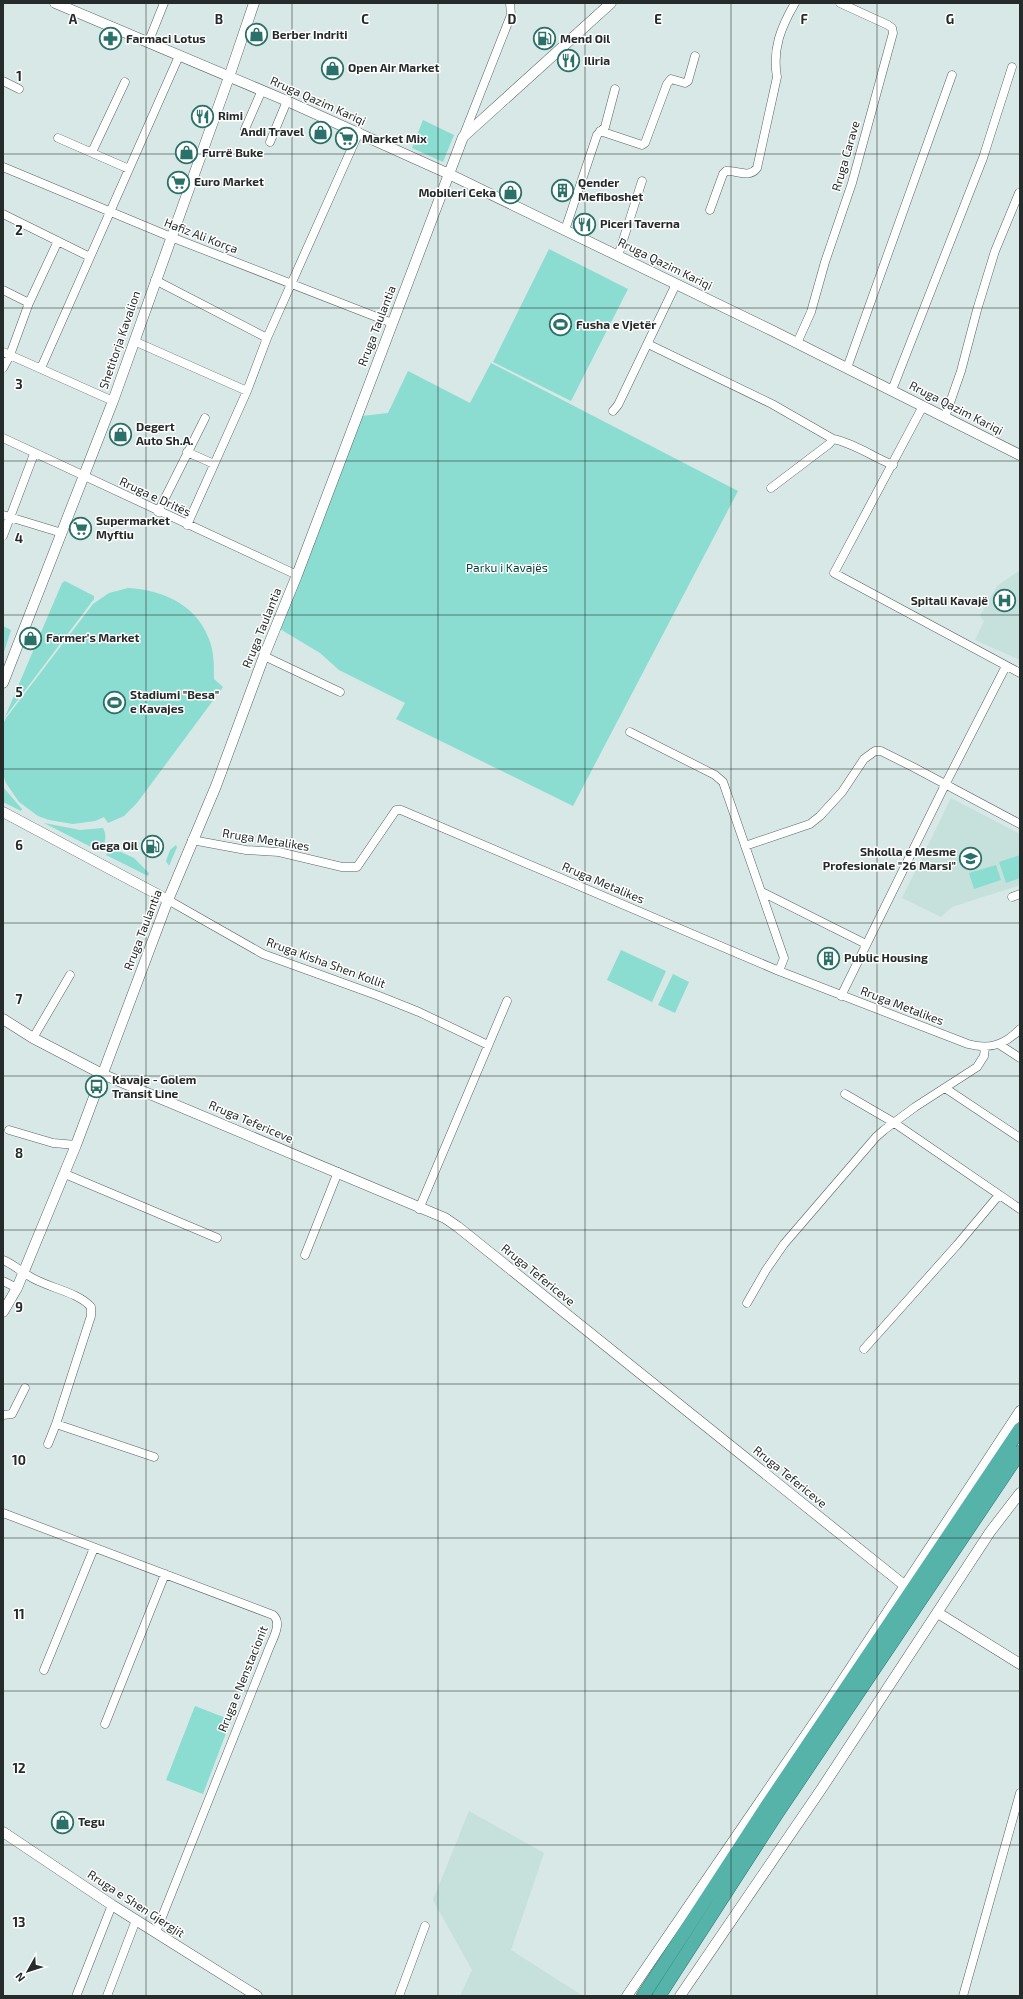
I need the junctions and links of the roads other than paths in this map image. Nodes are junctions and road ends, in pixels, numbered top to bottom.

※ ※ ※

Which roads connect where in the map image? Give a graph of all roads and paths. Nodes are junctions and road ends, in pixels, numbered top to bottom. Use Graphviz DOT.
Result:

※ ※ ※

### Exercise objective
Using the material above, find each line that holds "junctions" and copy that line.

### Response for this exercise
I need the junctions and links of the roads other than paths in this map image. Nodes are junctions and road ends, in pixels, numbered top to bottom.
Which roads connect where in the map image? Give a graph of all roads and paths. Nodes are junctions and road ends, in pixels, numbered top to bottom. Use Graphviz DOT.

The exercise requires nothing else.